Exercise instructions: Transcribe everything in the records, dropping and changing nothing.

Data:

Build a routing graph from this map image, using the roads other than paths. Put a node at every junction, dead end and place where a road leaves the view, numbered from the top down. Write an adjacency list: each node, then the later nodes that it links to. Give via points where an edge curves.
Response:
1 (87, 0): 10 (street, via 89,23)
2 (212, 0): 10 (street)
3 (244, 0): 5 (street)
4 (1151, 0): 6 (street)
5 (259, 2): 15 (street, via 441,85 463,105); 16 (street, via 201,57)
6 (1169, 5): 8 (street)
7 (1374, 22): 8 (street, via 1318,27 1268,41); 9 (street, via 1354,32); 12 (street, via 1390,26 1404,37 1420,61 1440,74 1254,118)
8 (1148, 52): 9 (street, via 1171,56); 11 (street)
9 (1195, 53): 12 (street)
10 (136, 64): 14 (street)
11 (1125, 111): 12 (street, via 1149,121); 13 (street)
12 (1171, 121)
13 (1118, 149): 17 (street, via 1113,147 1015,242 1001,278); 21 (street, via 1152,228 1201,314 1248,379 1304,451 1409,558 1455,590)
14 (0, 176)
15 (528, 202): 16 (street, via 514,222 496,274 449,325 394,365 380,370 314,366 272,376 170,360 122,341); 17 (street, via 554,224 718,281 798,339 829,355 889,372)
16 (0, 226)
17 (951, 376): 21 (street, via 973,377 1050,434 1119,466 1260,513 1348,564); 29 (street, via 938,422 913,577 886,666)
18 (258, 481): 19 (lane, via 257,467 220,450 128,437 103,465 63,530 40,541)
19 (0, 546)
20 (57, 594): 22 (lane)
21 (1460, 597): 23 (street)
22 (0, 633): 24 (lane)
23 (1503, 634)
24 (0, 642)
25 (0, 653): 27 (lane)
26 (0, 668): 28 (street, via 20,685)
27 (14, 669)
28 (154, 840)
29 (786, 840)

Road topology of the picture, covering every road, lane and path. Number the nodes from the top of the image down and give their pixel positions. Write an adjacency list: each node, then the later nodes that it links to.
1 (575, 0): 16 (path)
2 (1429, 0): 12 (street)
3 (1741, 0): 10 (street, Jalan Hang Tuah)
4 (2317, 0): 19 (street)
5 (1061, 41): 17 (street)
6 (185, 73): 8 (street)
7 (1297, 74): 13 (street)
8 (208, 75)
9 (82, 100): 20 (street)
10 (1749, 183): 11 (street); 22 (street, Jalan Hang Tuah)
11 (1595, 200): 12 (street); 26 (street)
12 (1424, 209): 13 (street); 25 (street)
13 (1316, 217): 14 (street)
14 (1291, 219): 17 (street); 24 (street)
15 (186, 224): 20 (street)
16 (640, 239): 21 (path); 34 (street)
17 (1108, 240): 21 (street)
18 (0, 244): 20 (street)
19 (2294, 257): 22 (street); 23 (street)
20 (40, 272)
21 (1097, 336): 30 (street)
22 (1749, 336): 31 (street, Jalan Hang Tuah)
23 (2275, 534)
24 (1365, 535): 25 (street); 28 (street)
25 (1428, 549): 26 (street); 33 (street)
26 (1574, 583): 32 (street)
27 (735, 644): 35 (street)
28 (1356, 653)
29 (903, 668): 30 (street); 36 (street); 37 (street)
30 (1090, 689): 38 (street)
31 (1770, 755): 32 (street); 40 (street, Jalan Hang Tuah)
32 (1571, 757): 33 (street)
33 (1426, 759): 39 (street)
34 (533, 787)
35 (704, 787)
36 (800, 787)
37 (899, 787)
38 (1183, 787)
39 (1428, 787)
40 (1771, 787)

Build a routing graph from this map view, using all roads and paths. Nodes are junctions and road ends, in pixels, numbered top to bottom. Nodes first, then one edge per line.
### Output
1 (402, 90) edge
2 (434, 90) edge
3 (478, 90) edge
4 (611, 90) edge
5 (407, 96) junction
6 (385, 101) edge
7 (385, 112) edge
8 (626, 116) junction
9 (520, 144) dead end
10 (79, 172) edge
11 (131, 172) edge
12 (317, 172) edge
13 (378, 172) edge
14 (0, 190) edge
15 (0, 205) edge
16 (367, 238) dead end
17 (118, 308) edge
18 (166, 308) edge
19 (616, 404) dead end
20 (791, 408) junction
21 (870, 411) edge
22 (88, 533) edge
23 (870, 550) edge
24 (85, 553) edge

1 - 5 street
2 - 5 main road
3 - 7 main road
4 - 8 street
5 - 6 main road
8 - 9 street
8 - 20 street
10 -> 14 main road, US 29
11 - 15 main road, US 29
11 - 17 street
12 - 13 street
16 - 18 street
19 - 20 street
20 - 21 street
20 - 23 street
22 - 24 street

Reply to the exercise:
Build a routing graph from this map image, using the roads other than paths. Put a node at every junction, dead end and place where a road leaves the view, numbered from the top down. Write an adjacency list: each node, then the later nodes that it links to. Give via points where an edge curves.
Response:
1 (87, 0): 10 (street, via 89,23)
2 (212, 0): 10 (street)
3 (244, 0): 5 (street)
4 (1151, 0): 6 (street)
5 (259, 2): 15 (street, via 441,85 463,105); 16 (street, via 201,57)
6 (1169, 5): 8 (street)
7 (1374, 22): 8 (street, via 1318,27 1268,41); 9 (street, via 1354,32); 12 (street, via 1390,26 1404,37 1420,61 1440,74 1254,118)
8 (1148, 52): 9 (street, via 1171,56); 11 (street)
9 (1195, 53): 12 (street)
10 (136, 64): 14 (street)
11 (1125, 111): 12 (street, via 1149,121); 13 (street)
12 (1171, 121)
13 (1118, 149): 17 (street, via 1113,147 1015,242 1001,278); 21 (street, via 1152,228 1201,314 1248,379 1304,451 1409,558 1455,590)
14 (0, 176)
15 (528, 202): 16 (street, via 514,222 496,274 449,325 394,365 380,370 314,366 272,376 170,360 122,341); 17 (street, via 554,224 718,281 798,339 829,355 889,372)
16 (0, 226)
17 (951, 376): 21 (street, via 973,377 1050,434 1119,466 1260,513 1348,564); 29 (street, via 938,422 913,577 886,666)
18 (258, 481): 19 (lane, via 257,467 220,450 128,437 103,465 63,530 40,541)
19 (0, 546)
20 (57, 594): 22 (lane)
21 (1460, 597): 23 (street)
22 (0, 633): 24 (lane)
23 (1503, 634)
24 (0, 642)
25 (0, 653): 27 (lane)
26 (0, 668): 28 (street, via 20,685)
27 (14, 669)
28 (154, 840)
29 (786, 840)

Road topology of the picture, covering every road, lane and path. Number the nodes from the top of the image down and give their pixel positions. Write an adjacency list: each node, then the later nodes that it links to.
1 (575, 0): 16 (path)
2 (1429, 0): 12 (street)
3 (1741, 0): 10 (street, Jalan Hang Tuah)
4 (2317, 0): 19 (street)
5 (1061, 41): 17 (street)
6 (185, 73): 8 (street)
7 (1297, 74): 13 (street)
8 (208, 75)
9 (82, 100): 20 (street)
10 (1749, 183): 11 (street); 22 (street, Jalan Hang Tuah)
11 (1595, 200): 12 (street); 26 (street)
12 (1424, 209): 13 (street); 25 (street)
13 (1316, 217): 14 (street)
14 (1291, 219): 17 (street); 24 (street)
15 (186, 224): 20 (street)
16 (640, 239): 21 (path); 34 (street)
17 (1108, 240): 21 (street)
18 (0, 244): 20 (street)
19 (2294, 257): 22 (street); 23 (street)
20 (40, 272)
21 (1097, 336): 30 (street)
22 (1749, 336): 31 (street, Jalan Hang Tuah)
23 (2275, 534)
24 (1365, 535): 25 (street); 28 (street)
25 (1428, 549): 26 (street); 33 (street)
26 (1574, 583): 32 (street)
27 (735, 644): 35 (street)
28 (1356, 653)
29 (903, 668): 30 (street); 36 (street); 37 (street)
30 (1090, 689): 38 (street)
31 (1770, 755): 32 (street); 40 (street, Jalan Hang Tuah)
32 (1571, 757): 33 (street)
33 (1426, 759): 39 (street)
34 (533, 787)
35 (704, 787)
36 (800, 787)
37 (899, 787)
38 (1183, 787)
39 (1428, 787)
40 (1771, 787)

Build a routing graph from this map view, using all roads and paths. Nodes are junctions and road ends, in pixels, numbered top to bottom. Nodes first, then one edge per line.
### Output
1 (402, 90) edge
2 (434, 90) edge
3 (478, 90) edge
4 (611, 90) edge
5 (407, 96) junction
6 (385, 101) edge
7 (385, 112) edge
8 (626, 116) junction
9 (520, 144) dead end
10 (79, 172) edge
11 (131, 172) edge
12 (317, 172) edge
13 (378, 172) edge
14 (0, 190) edge
15 (0, 205) edge
16 (367, 238) dead end
17 (118, 308) edge
18 (166, 308) edge
19 (616, 404) dead end
20 (791, 408) junction
21 (870, 411) edge
22 (88, 533) edge
23 (870, 550) edge
24 (85, 553) edge

1 - 5 street
2 - 5 main road
3 - 7 main road
4 - 8 street
5 - 6 main road
8 - 9 street
8 - 20 street
10 -> 14 main road, US 29
11 - 15 main road, US 29
11 - 17 street
12 - 13 street
16 - 18 street
19 - 20 street
20 - 21 street
20 - 23 street
22 - 24 street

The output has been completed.